Class HierarchicalClustering


  • public class HierarchicalClustering
    extends java.lang.Object
    Agglomerative Hierarchical Clustering. Hierarchical agglomerative clustering seeks to build a hierarchy of clusters in a bottom up approach: each observation starts in its own cluster, and pairs of clusters are merged as one moves up the hierarchy. The results of hierarchical clustering are usually presented in a dendrogram.

    In general, the merges are determined in a greedy manner. In order to decide which clusters should be combined, a measure of dissimilarity between sets of observations is required. In most methods of hierarchical clustering, this is achieved by use of an appropriate metric, and a linkage criteria which specifies the dissimilarity of sets as a function of the pairwise distances of observations in the sets.
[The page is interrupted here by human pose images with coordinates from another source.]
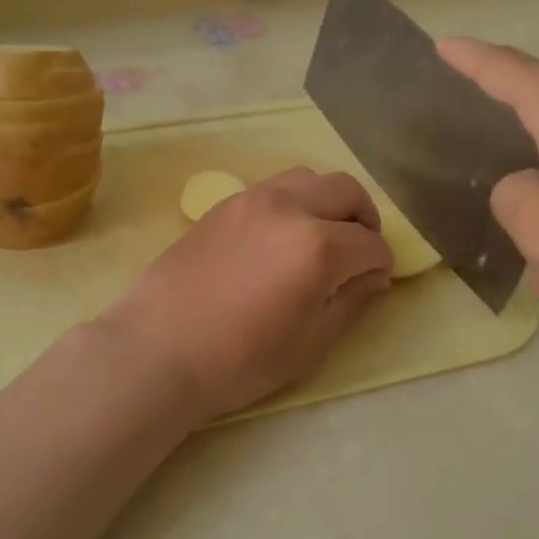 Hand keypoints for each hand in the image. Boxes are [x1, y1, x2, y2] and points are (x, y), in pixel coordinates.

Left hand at [97, 167, 393, 425]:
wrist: (157, 350)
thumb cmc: (239, 360)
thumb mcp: (309, 343)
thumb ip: (350, 302)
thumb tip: (374, 276)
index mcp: (317, 246)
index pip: (370, 242)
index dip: (381, 263)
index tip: (376, 280)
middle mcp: (288, 208)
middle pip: (345, 190)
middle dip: (364, 218)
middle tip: (359, 250)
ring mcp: (251, 200)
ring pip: (307, 178)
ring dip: (327, 201)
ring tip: (321, 237)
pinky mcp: (223, 204)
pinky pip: (273, 188)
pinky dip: (293, 202)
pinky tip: (281, 238) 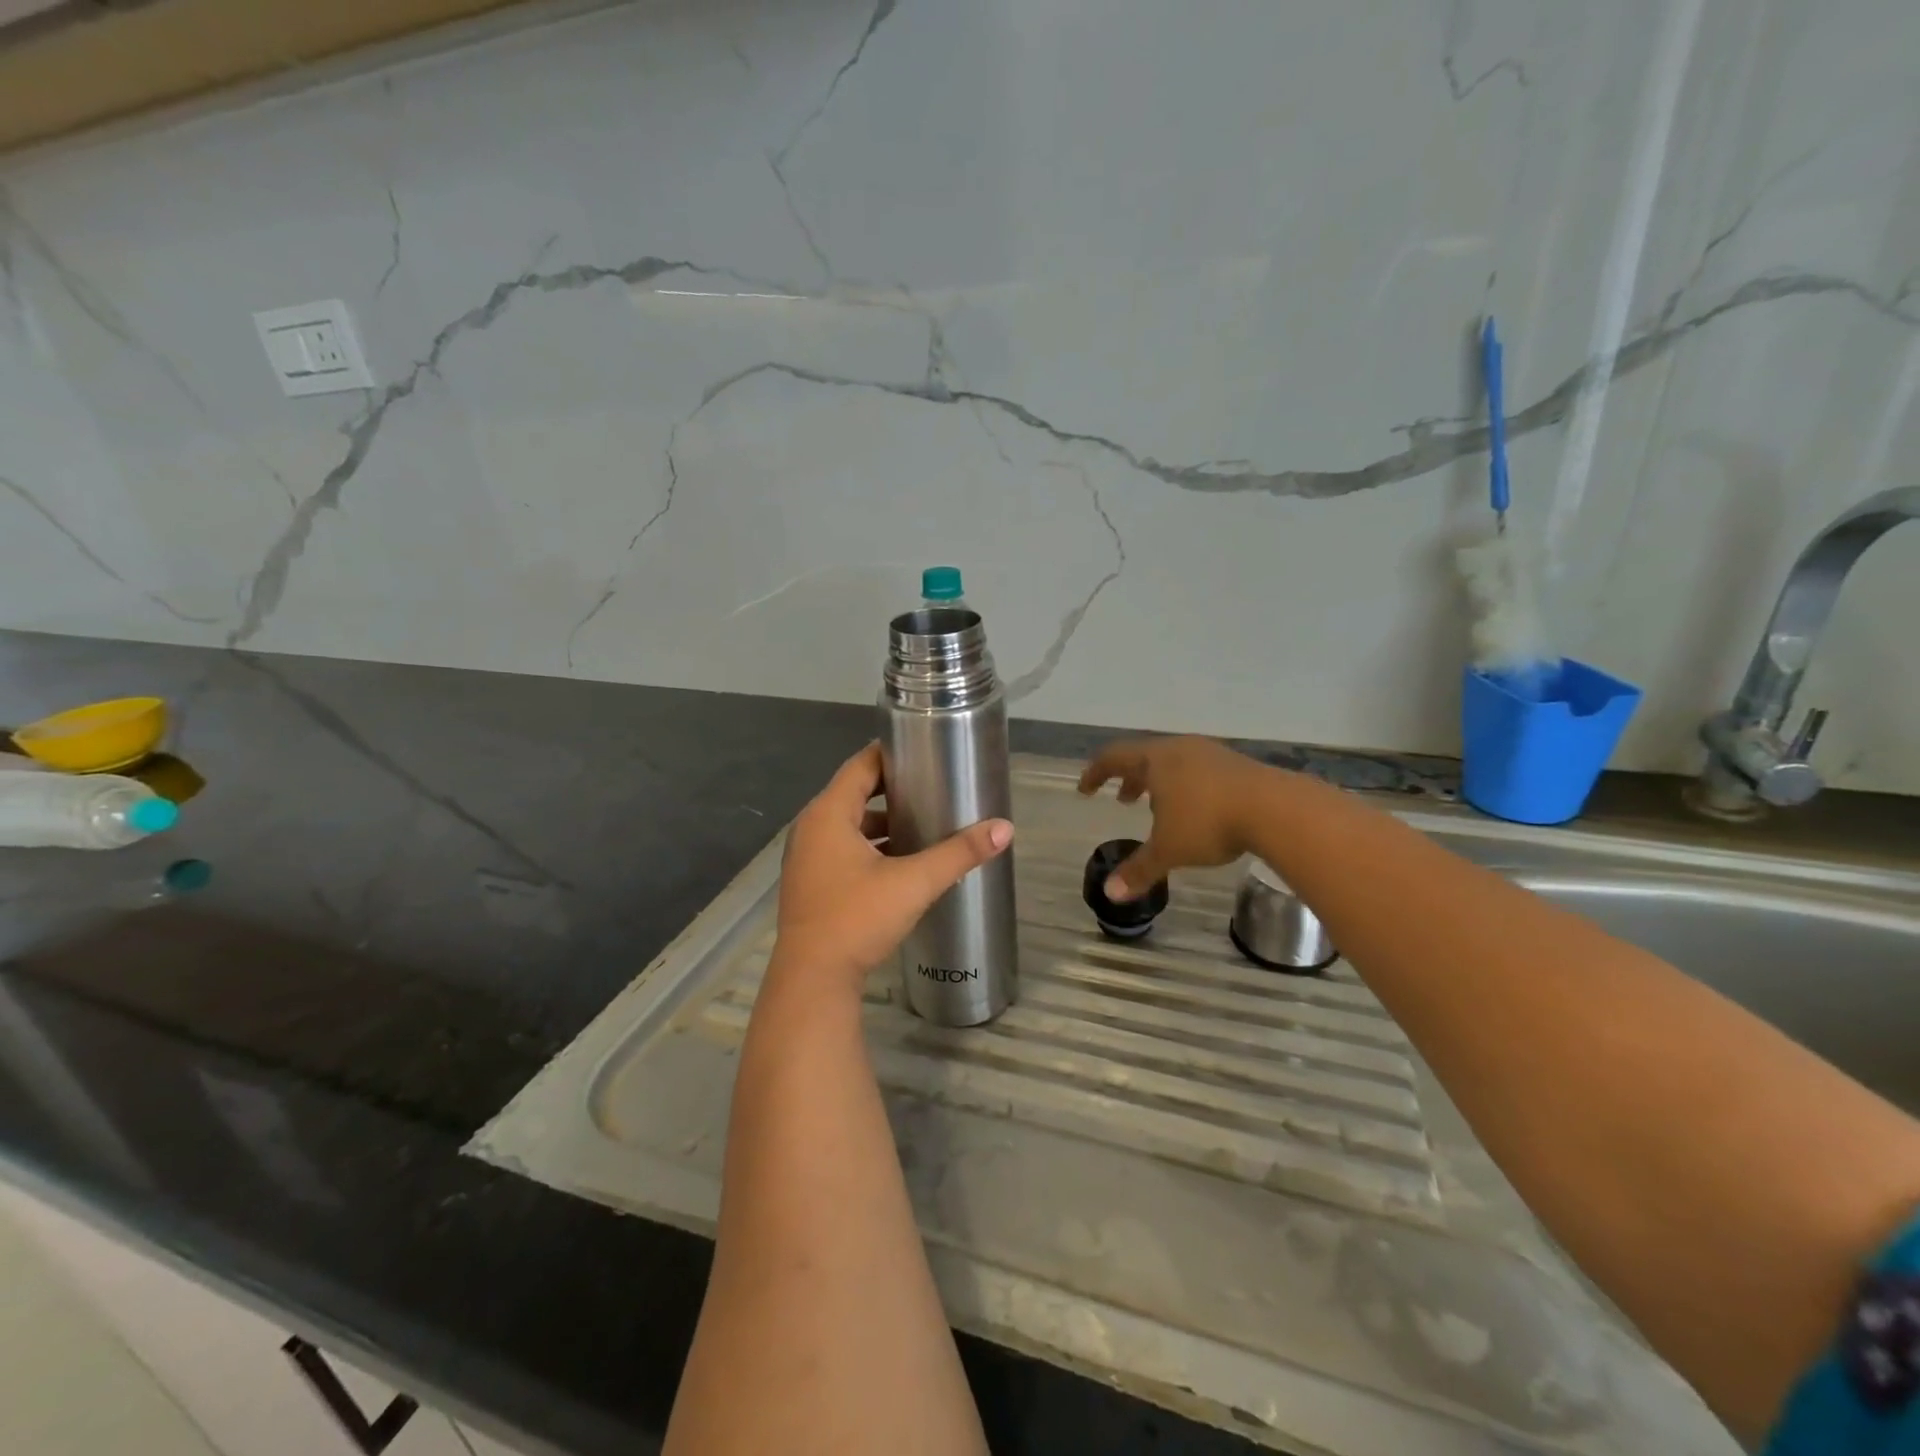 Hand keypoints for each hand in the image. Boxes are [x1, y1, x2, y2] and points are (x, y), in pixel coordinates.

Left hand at [773, 743, 1013, 990]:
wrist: (813, 979)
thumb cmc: (857, 918)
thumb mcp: (914, 882)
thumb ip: (959, 854)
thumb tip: (1004, 829)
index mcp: (828, 814)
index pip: (861, 765)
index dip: (892, 753)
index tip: (925, 748)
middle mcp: (811, 828)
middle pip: (854, 792)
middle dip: (893, 788)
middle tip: (933, 783)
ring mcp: (807, 857)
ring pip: (849, 824)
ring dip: (882, 821)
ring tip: (924, 820)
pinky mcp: (812, 882)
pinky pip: (843, 848)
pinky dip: (869, 846)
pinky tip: (901, 859)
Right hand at [1077, 736, 1272, 899]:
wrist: (1276, 809)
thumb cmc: (1208, 823)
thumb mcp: (1169, 849)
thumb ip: (1139, 869)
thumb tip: (1110, 893)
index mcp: (1155, 760)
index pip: (1113, 757)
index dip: (1096, 773)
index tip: (1085, 789)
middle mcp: (1180, 749)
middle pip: (1144, 757)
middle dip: (1130, 779)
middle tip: (1122, 799)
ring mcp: (1211, 754)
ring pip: (1174, 763)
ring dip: (1159, 783)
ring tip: (1158, 808)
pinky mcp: (1238, 765)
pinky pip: (1199, 770)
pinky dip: (1186, 786)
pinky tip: (1196, 811)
    Hierarchical clustering has the distinct advantage that any valid measure of distance can be used. In fact, the observations themselves are not required: all that is used is a matrix of distances.

    References

    1. David Eppstein. Fast hierarchical clustering and other applications of dynamic closest pairs. SODA 1998.
    Author:
    Haifeng Li
    See Also:
    Linkage
    • Method Summary

      All Methods Instance Methods Concrete Methods 
      Modifier and Type Method Description
      double[] getHeight()
      Returns a set of n-1 non-decreasing real values, which are the clustering height, i.e., the value of the criterion associated with the clustering method for the particular agglomeration.
      int[][] getTree()
      Returns an n-1 by 2 matrix of which row i describes the merging of clusters at step i of the clustering.
      int[] partition​(double h)
      Cuts a tree into several groups by specifying the cut height.
      int[] partition​(int k)
      Cuts a tree into several groups by specifying the desired number.
      • Methods inherited from class java.lang.Object

        clone, equals, finalize, getClass, hashCode, notify, notifyAll, toString, wait, wait, wait
    • Constructor Detail

      • HierarchicalClustering

        public HierarchicalClustering​(Linkage linkage)
        Constructor. Learn the Agglomerative Hierarchical Clustering with given linkage method, which includes proximity matrix.
        Parameters:
        linkage - a linkage method to merge clusters. The linkage object includes the proximity matrix of data.
    • Method Detail

      • getTree

        public int[][] getTree()
        Returns an n-1 by 2 matrix of which row i describes the merging of clusters at step i of the clustering. If an element j in the row is less than n, then observation j was merged at this stage. If j ≥ n then the merge was with the cluster formed at the (earlier) stage j-n of the algorithm.
      • getHeight

        public double[] getHeight()
        Returns a set of n-1 non-decreasing real values, which are the clustering height, i.e., the value of the criterion associated with the clustering method for the particular agglomeration.
      • partition

        public int[] partition​(int k)
        Cuts a tree into several groups by specifying the desired number.
        Parameters:
        k - the number of clusters.
        Returns:
        the cluster label of each sample.
      • partition

        public int[] partition​(double h)
        Cuts a tree into several groups by specifying the cut height.
        Parameters:
        h - the cut height.
        Returns:
        the cluster label of each sample.